I remember reading something about chrysophytes in marine water, will try to look up that study. It could be something very common that is overlooked or just bunched into "dino" term.

Is this kinda spongy, yellowish mass that comes of the rock in jelly like blobs? Can you test for sio3 sillicate?

Regardless of what this actually is you need to look at the following for a fix. Nutrients, minerals and metals, flow, light and photoperiod. Sio3, po4, n03, ph, dkh would be top on the list of things we can test for. As for a clean up animal to eat this stuff I would try a diadema urchin, pacific trochus and maybe turbos.
 
strombus conchs are also worth a try. Give them a shot one at the time so you can actually learn who eats it.

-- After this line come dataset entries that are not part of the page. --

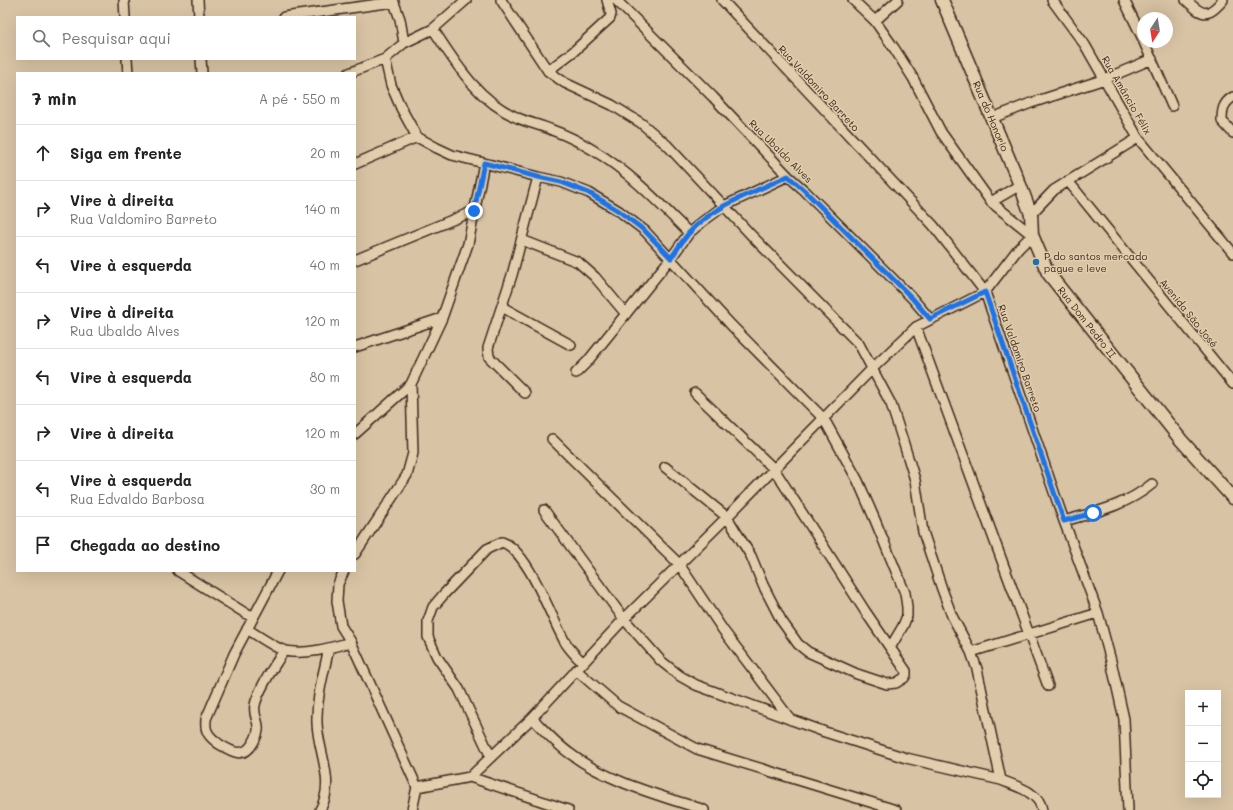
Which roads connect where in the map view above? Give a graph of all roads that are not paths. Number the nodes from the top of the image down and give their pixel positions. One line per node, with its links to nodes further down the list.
1 (124, 0): 16 (street)
2 (198, 0): 17 (street)
3 (466, 0): 21 (street)
4 (501, 0): 28 (street)
5 (607, 0): 28 (street)
6 (616, 0): 41 (street, Rua Ubaldo Alves)
7 (722, 0): 55 (street, Rua Valdomiro Barreto)
8 (853, 0): 19 (street, Rua Dom Pedro II)
9 (898, 0): 19 (street)
10 (942, 0): 35 (street, Rua do Honorio)
11 (1052, 0): 32 (street, Rua Amâncio Félix)
12 (1124, 0): 20 (street)
13 (1186, 0): 14 (street)
14 (1223, 0)
15 (393, 1): 18 (street); 22 (street)
16 (125, 16)
17 (199, 16)
18 (291, 16)
19 (874, 21): 45 (street, Rua Dom Pedro II)
20 (1137, 27)
21 (433, 29): 22 (street); 49 (street)
22 (404, 43): 24 (street)
23 (1147, 48): 25 (street)
24 (385, 59): 31 (street); 37 (street)
25 (1152, 59): 32 (street); 34 (street)
26 (127, 60): 29 (street)
27 (201, 60): 30 (street)
28 (548, 71): 46 (street)
29 (128, 72)
30 (202, 72)
31 (352, 72)
32 (1105, 79): 35 (street); 38 (street, Rua Amâncio Félix)
33 (1233, 97): 36 (street)
34 (1172, 106)
35 (992, 118): 44 (street, Rua do Honorio)
36 (1233, 133)
37 (418, 137): 39 (street); 40 (street)
38 (1138, 138): 43 (street); 52 (street, Rua Amâncio Félix)
39 (484, 163): 42 (street); 47 (street)
40 (356, 164)
41 (788, 176): 46 (street); 59 (street, Rua Ubaldo Alves)
42 (538, 177): 51 (street); 53 (street)
43 (1068, 181): 48 (street); 66 (street, Avenida São José)
44 (1020, 184): 45 (street); 48 (street, Rua do Honorio)
45 (991, 202): 50 (street, Rua Dom Pedro II)
46 (724, 206): 49 (street); 63 (street)
47 (474, 211): 54 (street); 58 (street)
48 (1031, 214): 50 (street, Rua do Honorio)
49 (689, 233): 53 (street)
50 (1032, 234): 55 (street); 75 (street, Rua Dom Pedro II)
51 (522, 240): 56 (street); 57 (street)
52 (1233, 253)
53 (671, 258): 57 (street); 69 (street)
54 (356, 260)
55 (985, 292): 59 (street); 78 (street, Rua Valdomiro Barreto)
56 (502, 306): 61 (street); 67 (street)
57 (626, 314): 64 (street)
58 (442, 318): 62 (street); 65 (street)
59 (930, 319): 60 (street)
60 (916, 327): 63 (street); 88 (street)
61 (571, 345)
62 (356, 347)
63 (872, 368): 69 (street); 93 (street)
64 (576, 373)
65 (411, 384): 70 (street); 79 (street)
66 (1233, 384)
67 (525, 393)
68 (695, 393): 73 (street)
69 (824, 418): 73 (street); 91 (street)
70 (356, 433)
71 (552, 440): 80 (street)
72 (664, 466): 77 (street)
73 (774, 469): 77 (street); 91 (street)
74 (1152, 484): 78 (street)
75 (1233, 498)
76 (544, 510): 86 (street)
77 (727, 517): 80 (street); 91 (street)
78 (1064, 521): 84 (street, Rua Valdomiro Barreto)
79 (356, 552)
80 (679, 564): 86 (street); 98 (street)
81 (180, 572): 85 (street)
82 (277, 572): 85 (street)
83 (344, 572): 89 (street)
84 (1098, 613): 88 (street); 109 (street, Rua Valdomiro Barreto)
85 (252, 618): 87 (street)
86 (624, 619): 94 (street); 98 (street)
87 (247, 629): 92 (street); 92 (street)
88 (1029, 634): 93 (street); 96 (street)
89 (350, 642): 90 (street); 102 (street)
90 (329, 648): 92 (street); 103 (street)
91 (890, 648)
92 (284, 650)
93 (971, 652): 101 (street)
94 (583, 663): 95 (street); 99 (street)
95 (576, 670): 97 (street); 107 (street)
96 (1048, 686)
97 (532, 718): 99 (street); 106 (street)
98 (791, 720): 101 (street)
99 (491, 757): 100 (street)
100 (470, 777): 102 (street); 105 (street)
101 (1001, 780): 108 (street)
102 (417, 787): 104 (street)
103 (320, 810)
104 (412, 810)
105 (568, 810)
106 (704, 810)
107 (896, 810)
108 (1042, 810)
109 (1128, 810)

if you are in my area you are welcome to bring me some of it to play with.
 
Thanks for the responses! Turbo doesn't seem interested.

Photo period:
8-11 atinics 2xt5
11-5 daylight 4xt5
5-9 atinics

It desnt seem yellowish, pretty much clear.
 
As GM noted dinoflagellates come in wide varieties and even include the dreaded oodinium,aka marine velvet, in their ranks. Some are clear, but those that usually infest reef tank surfaces are photosyhnthetic and carry a faded brown color. I'd still lean toward a bacteria but really can't say with any certainty. Perhaps some form of hydroid as a reach.